Millions of families across the country anxiously await the end of pandemic-era childcare funding. The 2021 American Rescue Plan Act, which allotted $24 billion for childcare facilities to pay workers, cover expenses, and purchase supplies, is set to expire at the end of September.
With federal funding about to dry up, parents and providers worry that childcare costs are about to jump, and thousands of facilities could be forced to close.
Rising Costs & Closing Centers
In 2022, the Labor Department estimated median inflation-adjusted childcare costs for a single child to range from more than $5,000 in rural areas to around $17,000 in cities. At the top of the range, that amounts to almost 20% of the median family income per child.
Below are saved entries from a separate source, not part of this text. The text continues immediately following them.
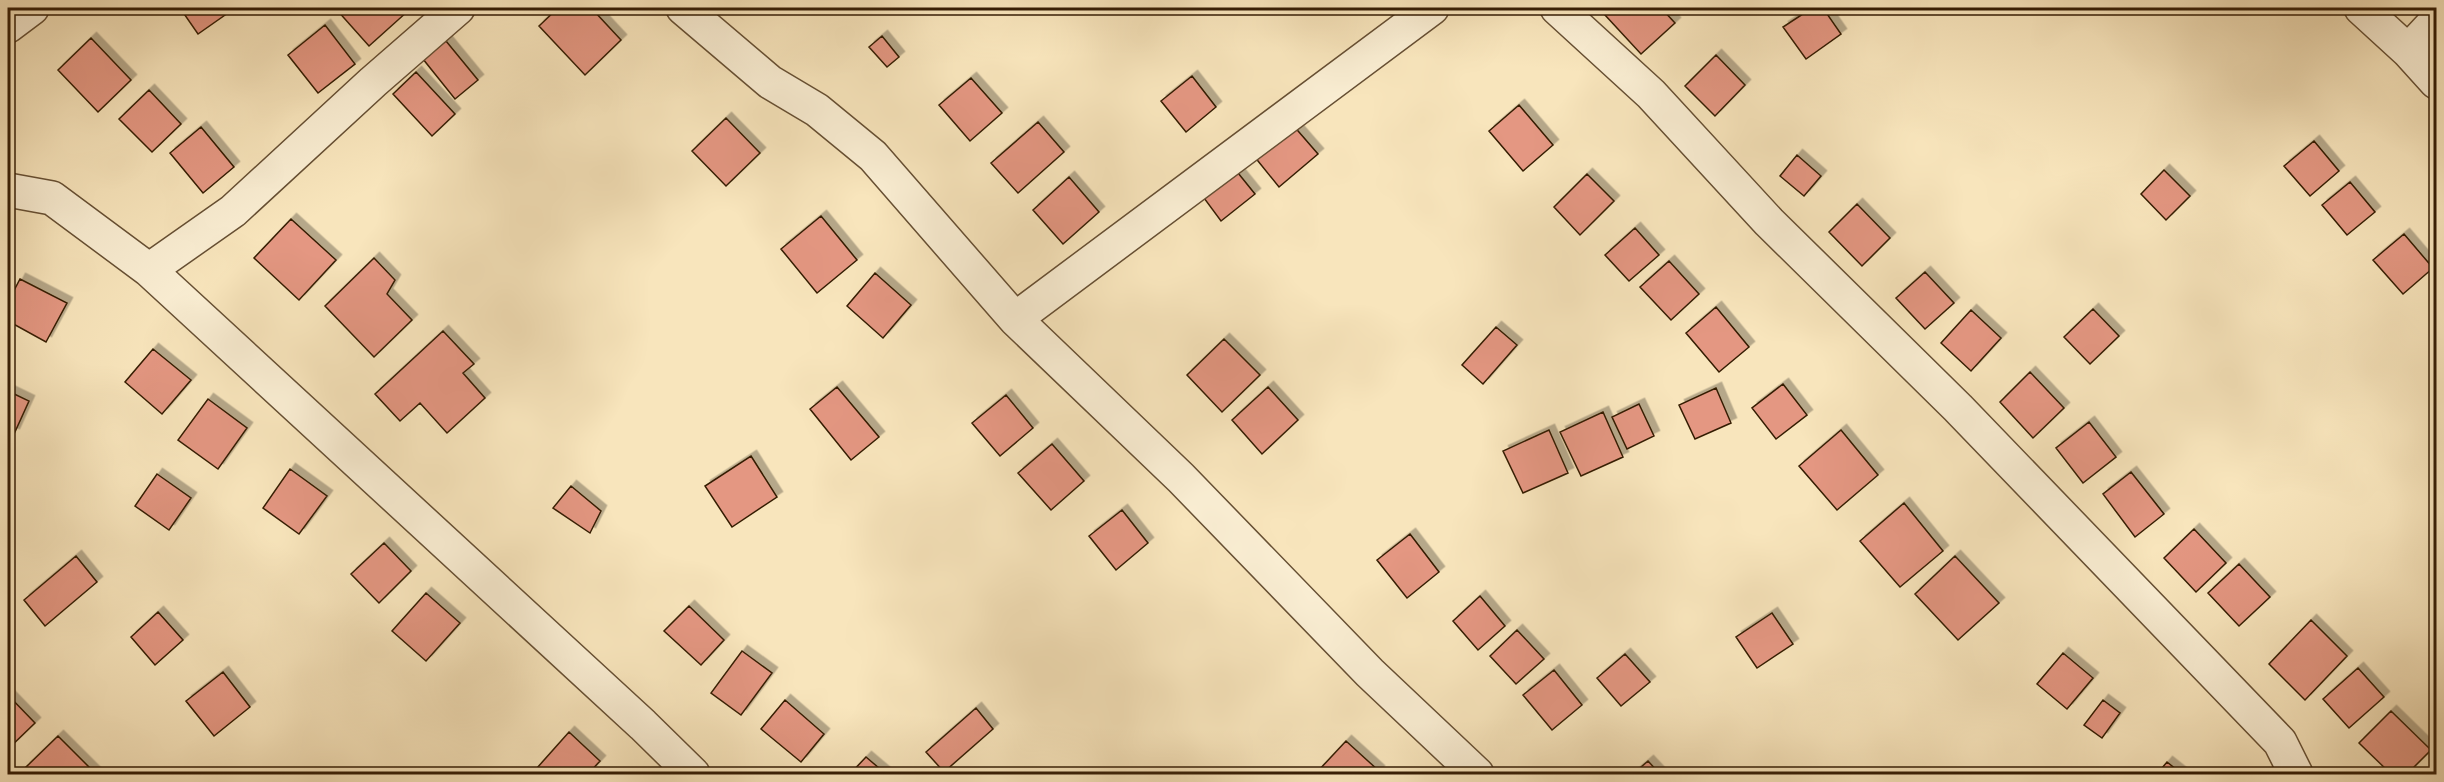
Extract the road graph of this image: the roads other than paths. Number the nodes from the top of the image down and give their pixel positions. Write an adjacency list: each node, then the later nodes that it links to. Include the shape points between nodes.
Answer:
1 (33, 8): 8 (street)
2 (458, 8): 12 (street, via 233,212)
3 (682, 8): 13 (street, via 770,82 817,110 873,156)
4 (1432, 8): 13 (street)
5 (1557, 8): 16 (street, via 1651,94 1769,222 1958,408 2280,742)
6 (2361, 8): 9 (street)
7 (2436, 21): 9 (street)
8 (8, 26)
9 (2408, 51): 10 (street)
10 (2436, 82)
11 (8, 190): 12 (street, via 52,198)
12 (149, 270): 14 (street)
13 (1015, 319): 15 (street, via 1181,478 1370,673)
14 (693, 774)
15 (1477, 774)
16 (2296, 774)

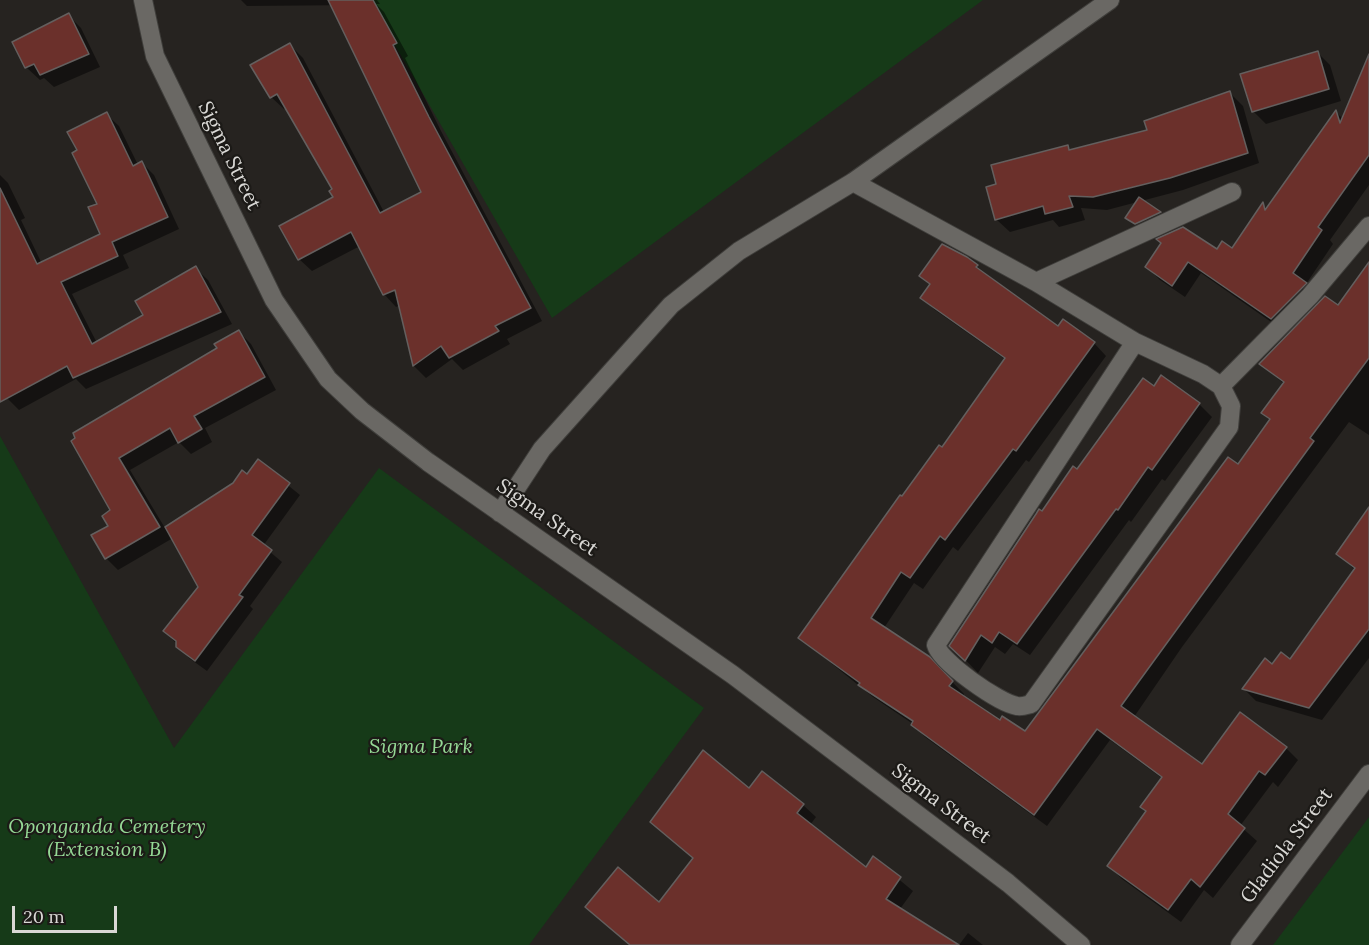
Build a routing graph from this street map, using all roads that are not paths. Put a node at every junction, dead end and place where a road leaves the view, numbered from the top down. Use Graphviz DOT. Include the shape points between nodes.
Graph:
graph roads {
  1 [pos="143,0"];
  2 [pos="1110,0"];
  3 [pos="853,182"];
  4 [pos="1232,192"];
  5 [pos="1369,226"];
  6 [pos="1036,282"];
  7 [pos="1135,342"];
  8 [pos="1221,386"];
  9 [pos="500,513"];
  10 [pos="1369,774"];
  11 [pos="1081,945"];
  12 [pos="1240,945"];
  1 -- 9 [label="street, Sigma Street" via="155,56 274,300 303,345 328,379 362,411"];
  2 -- 3 [label="street"];
  3 -- 6 [label="street"];
  3 -- 9 [label="street" via="739,251 671,305 542,449"];
  4 -- 6 [label="street"];
  5 -- 8 [label="street" via="1310,296"];
  6 -- 7 [label="street"];
  7 -- 8 [label="street"];
  7 -- 8 [label="street" via="936,645 942,657 999,699 1019,707 1031,705 1229,427 1231,406"];
  9 -- 11 [label="street, Sigma Street" via="733,675 1008,883"];
  10 -- 12 [label="street, Gladiola Street"];
}
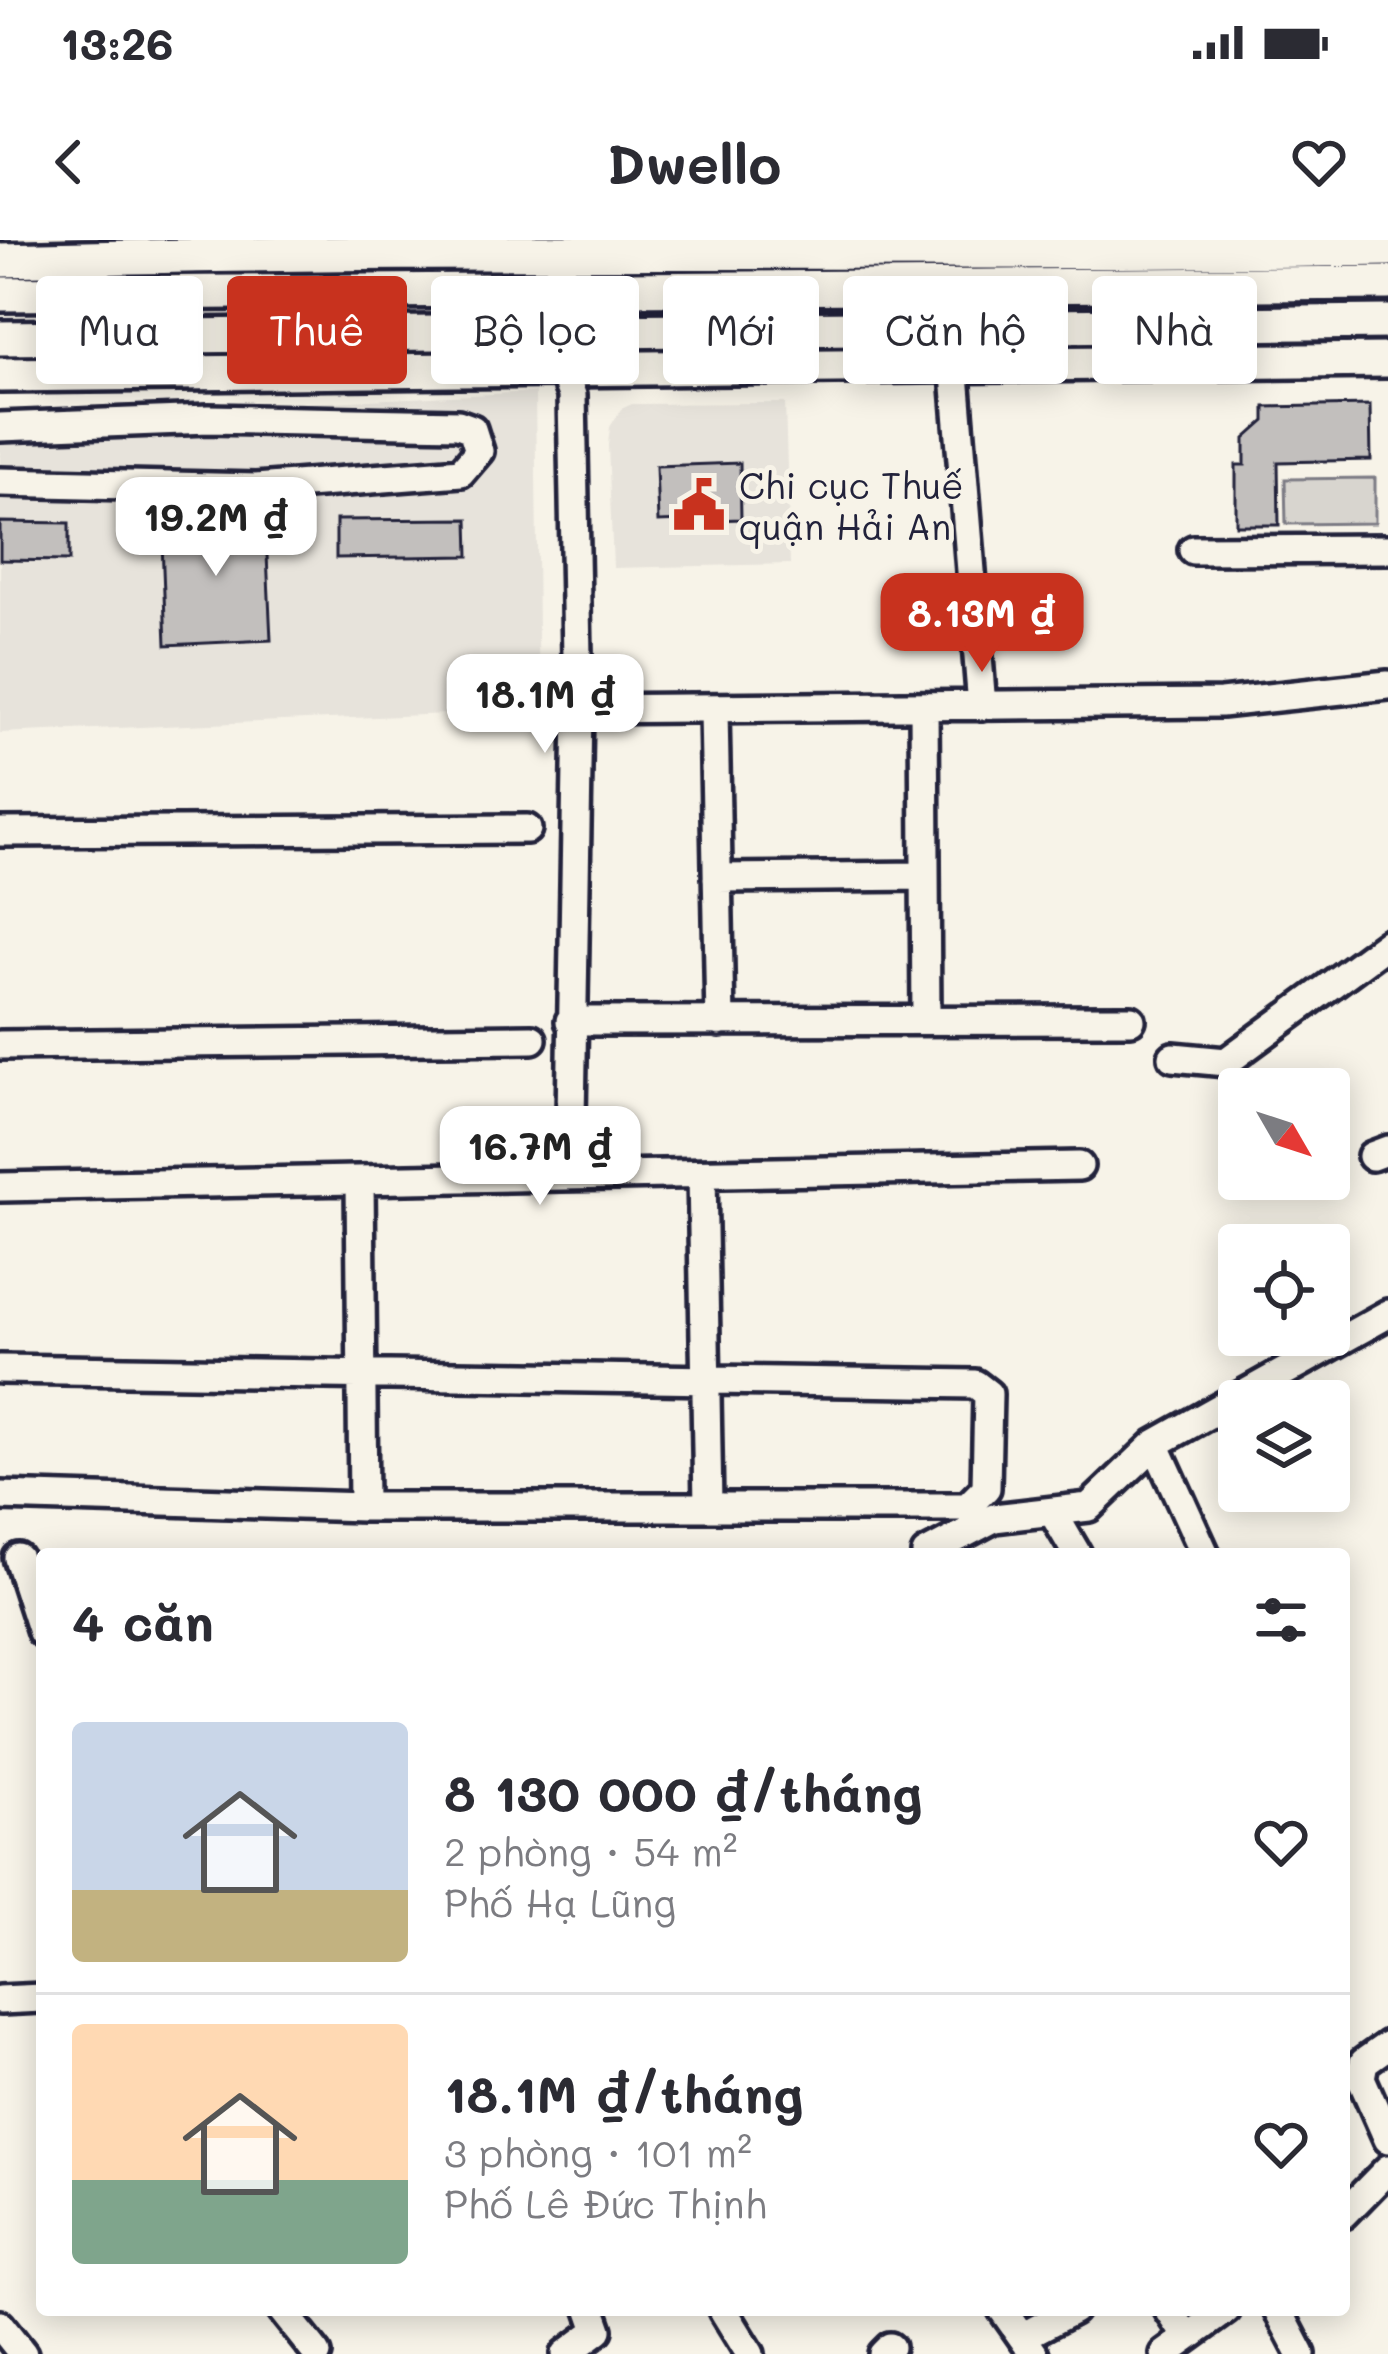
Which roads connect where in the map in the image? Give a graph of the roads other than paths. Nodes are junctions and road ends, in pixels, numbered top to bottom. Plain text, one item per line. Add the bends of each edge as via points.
1 (930, 244) edge
2 (250, 247) edge
3 (1180, 247) edge
4 (1388, 249) edge
5 (0, 260) edge
6 (1388, 283) edge
7 (1257, 287) edge
8 (1092, 289) edge
9 (0, 294) edge
10 (1388, 322) edge
11 (1257, 323) edge
12 (1092, 324) edge
13 (639, 332) edge
14 (431, 335) edge
15 (0, 338) edge
16 (1257, 360) edge
17 (1388, 360) edge
18 (843, 364) edge
19 (639, 368) edge
20 (431, 371) edge
21 (0, 375) edge
22 (206, 375) junction
23 (568, 384) edge
24 (956, 384) edge
25 (209, 418) junction
26 (0, 428) edge
27 (0, 482) edge
28 (1388, 549) edge
29 (1193, 550) dead end
30 (1388, 685) edge
31 (924, 706) junction
32 (982, 706) junction
33 (578, 710) junction
34 (714, 711) junction
35 (527, 830) dead end
36 (0, 832) edge
37 (925, 876) junction
38 (717, 878) junction
39 (1388, 943) edge
40 (1131, 1019) dead end
41 (926, 1020) junction
42 (570, 1021) junction
43 (720, 1022) junction
44 (532, 1040) dead end
45 (0, 1045) edge
46 (1173, 1057) dead end
47 (1079, 1166) dead end
48 (702, 1174) junction
49 (570, 1176) junction
50 (360, 1180) junction
51 (0, 1186) edge
52 (1388, 1314) edge
53 (0, 1369) edge
54 (363, 1372) junction
55 (706, 1379) junction
56 (1280, 1380) edge
57 (1218, 1413) edge
58 (1155, 1444) junction
59 (0, 1496) edge
60 (708, 1505) junction
61 (363, 1507) junction
62 (1054, 1513) junction
63 (942, 1548) edge
64 (1074, 1548) edge
65 (1202, 1548) edge
66 (20, 1558) edge
67 (36, 1612) edge
68 (36, 1998) edge
69 (0, 2000) edge
70 (1388, 2045) edge
71 (1388, 2139) edge
72 (1388, 2169) edge
73 (1350, 2208) edge
74 (287, 2316) edge
75 (593, 2316) edge
76 (727, 2316) edge
77 (1007, 2316) edge
78 (1065, 2316) edge
79 (1217, 2316) edge
80 (1281, 2316) edge
81 (0, 2325) edge
82 (1028, 2345) edge
83 (1176, 2345) edge
84 (23, 2354) edge
85 (317, 2354) edge
86 (566, 2354) edge
87 (750, 2354) edge
88 (1300, 2354) edge

1 - 2 main road via 535,256
1 - 3 main road
2 - 5 main road
3 - 4 main road
6 - 7 main road
8 - 9 main road
10 - 11 main road
12 - 13 main road
14 - 15 main road
16 - 17 main road
18 - 19 main road
20 - 22 main road
21 - 22 main road
22 - 25 street
23 - 33 street
24 - 32 street
25 - 26 street
25 - 27 street via 458,424 472,429 479,451 461,472 256,488
28 - 29 street
30 - 32 street via 1221,704
31 - 32 street
31 - 34 street
31 - 37 street
33 - 34 street
33 - 42 street
34 - 38 street
35 - 36 street
37 - 38 street
37 - 41 street
38 - 43 street
39 - 46 street via 1226,1062
40 - 41 street
41 - 43 street
42 - 43 street
42 - 49 street
44 - 45 street
47 - 48 street
48 - 49 street
48 - 55 street
49 - 50 street
50 - 51 street
50 - 54 street
52 - 56 street
53 - 54 street
54 - 55 street
54 - 61 street
55 - 60 street
55 - 60 street via 975,1384 988,1394 986,1488 967,1507
57 - 58 street
58 - 62 street via 1107,1496
58 - 65 street
59 - 61 street
60 - 61 street
62 - 63 street via 994,1518
62 - 64 street
66 - 67 street
68 - 69 street
70 - 71 street via 1364,2062 1361,2078
72 - 73 street
74 - 85 street
75 - 86 street via 598,2330
76 - 87 street
77 - 82 street
78 - 82 street
79 - 83 street
80 - 88 street
81 - 84 street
Childcare can easily become the biggest budget line item for parents, with heavier burdens for single parents or families raising multiple children. Without the relief the Rescue Plan provided, costs could soar even further.
At the same time, the Century Foundation, a think tank, projects almost 70,000 childcare centers will likely be forced to close when the funding runs out, leaving approximately 3.2 million children without care.
If the sunset of the American Rescue Plan does lead to those outcomes, it could mean a dark day for more than just parents and providers. There is an economic cost associated with the poor childcare options.
Rising costs or closures could potentially force parents out of the workforce, affecting taxes and household spending. This shift would likely hit working mothers particularly hard, just as workforce participation for women is hitting new highs.
But there’s still a glimmer of hope. In Congress, there’s interest across the aisle in extending or solidifying child care subsidies.